Era stato allora che il matrimonio tra Joffrey e Margaery era diventata l’unica strada da percorrere per saziare le ambizioni di Alto Giardino che lui stesso aveva risvegliato. Una volta imboccata quella strada, tornare indietro era impossibile. Che ingranaggi aveva messo in moto quel sussurro, pronunciato di slancio dopo una notte di passione?
Aveva chiesto lui stesso a re Joffrey di accettare in sposa sua sorella. Era stato come sputare sulla tomba di Renly, ma era quello che ci si aspettava da lui. Aveva accettato quel ridicolo fidanzamento con Cersei Lannister, anche se avrebbe preferito prendersi nel letto un nido di scorpioni del deserto di Dorne.
Aveva sorriso durante quella farsa che chiamavano festa nuziale, pregando tutti i Sette di dargli la forza per resistere alla tentazione di alzarsi e affondare la sua spada fino all’elsa nel cuore del re.
Gli Dèi avevano di certo una strana maniera di rispondere alle preghiere. Si può mai ringraziarli per la morte del proprio sovrano? Loras strinse i pugni. Chiunque avesse ucciso Joffrey, fosse stato Tyrion Lannister o una benedicente mano del destino, gli avrebbe acceso tutte le candele che si potevano trovare nel Grande Tempio di Baelor come ringraziamento. Aveva evitato a lui stesso di diventare un secondo Sterminatore di Re.

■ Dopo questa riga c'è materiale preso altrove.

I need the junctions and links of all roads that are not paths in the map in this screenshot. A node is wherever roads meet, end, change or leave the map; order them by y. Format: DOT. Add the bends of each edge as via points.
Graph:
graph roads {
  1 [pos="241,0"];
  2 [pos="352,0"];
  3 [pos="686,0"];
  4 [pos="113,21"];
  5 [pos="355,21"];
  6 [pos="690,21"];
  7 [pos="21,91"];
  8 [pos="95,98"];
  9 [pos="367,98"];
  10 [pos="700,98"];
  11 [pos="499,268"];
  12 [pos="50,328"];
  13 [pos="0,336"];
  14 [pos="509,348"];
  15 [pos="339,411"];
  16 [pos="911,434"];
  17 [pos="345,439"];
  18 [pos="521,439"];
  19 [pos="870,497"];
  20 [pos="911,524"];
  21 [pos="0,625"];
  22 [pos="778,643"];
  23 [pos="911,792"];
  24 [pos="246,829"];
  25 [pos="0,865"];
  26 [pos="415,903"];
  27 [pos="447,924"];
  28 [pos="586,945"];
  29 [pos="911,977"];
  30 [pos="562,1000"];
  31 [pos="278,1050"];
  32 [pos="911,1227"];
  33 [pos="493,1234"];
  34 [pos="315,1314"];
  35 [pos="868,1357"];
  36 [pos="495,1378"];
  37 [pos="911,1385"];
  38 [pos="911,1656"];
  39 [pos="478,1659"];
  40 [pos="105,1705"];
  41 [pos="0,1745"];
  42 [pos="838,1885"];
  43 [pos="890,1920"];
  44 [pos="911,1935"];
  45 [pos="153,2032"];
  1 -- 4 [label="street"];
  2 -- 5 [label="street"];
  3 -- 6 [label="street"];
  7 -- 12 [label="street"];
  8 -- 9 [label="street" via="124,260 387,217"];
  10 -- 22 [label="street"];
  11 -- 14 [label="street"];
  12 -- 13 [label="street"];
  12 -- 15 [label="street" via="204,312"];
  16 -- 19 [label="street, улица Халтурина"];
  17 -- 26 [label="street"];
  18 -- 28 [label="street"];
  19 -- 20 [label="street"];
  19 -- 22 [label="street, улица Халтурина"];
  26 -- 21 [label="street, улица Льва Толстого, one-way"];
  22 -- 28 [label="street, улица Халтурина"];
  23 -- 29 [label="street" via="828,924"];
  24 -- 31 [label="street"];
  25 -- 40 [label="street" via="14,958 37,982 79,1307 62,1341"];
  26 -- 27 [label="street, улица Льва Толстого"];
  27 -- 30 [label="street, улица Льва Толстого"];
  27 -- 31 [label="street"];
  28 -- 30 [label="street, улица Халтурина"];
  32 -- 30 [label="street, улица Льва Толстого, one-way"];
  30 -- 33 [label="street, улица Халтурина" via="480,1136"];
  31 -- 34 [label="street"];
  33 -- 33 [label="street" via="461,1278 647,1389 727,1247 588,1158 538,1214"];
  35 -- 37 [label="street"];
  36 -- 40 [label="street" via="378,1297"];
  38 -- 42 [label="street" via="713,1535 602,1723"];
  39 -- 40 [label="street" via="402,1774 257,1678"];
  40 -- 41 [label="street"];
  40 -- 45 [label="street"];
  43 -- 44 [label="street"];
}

Eppure, in un certo senso, lo sarebbe diventato lo stesso. Serrò le mascelle fino a farsi male al solo pensiero. Lo sarebbe diventato quando avrebbe affondato la sua spada nel ventre di Stannis Baratheon, e ne avrebbe sparso le viscere sulle ceneri del suo stesso esercito. Solo per quell’istante, che pregustava nella sua mente da mesi, che si figurava in testa ogni giorno della sua vita, tutto ciò che aveva fatto, tutti gli intrighi e le suppliche e le reverenze,  non sarebbero stati che un infimo prezzo da pagare. Un soldo bucato in cambio dell’unica cosa che davvero avrebbe avuto valore, e che poco importava si chiamasse vendetta o giustizia. Le parole erano gusci vuoti, definizioni imperfette che le persone tentavano di attribuire per cercare giustificazioni dei propri gesti. E lui non aveva bisogno di giustificazioni; l’unica cosa che gli serviva era un’occasione. Il resto sarebbe stato uno spettacolo di contorno, una farsa di cui lui non era che uno spettatore annoiato, un gioco del trono al quale non voleva più prendere parte.
Non ora che l'unico vero Re aveva perso ogni possibilità di reclamarlo.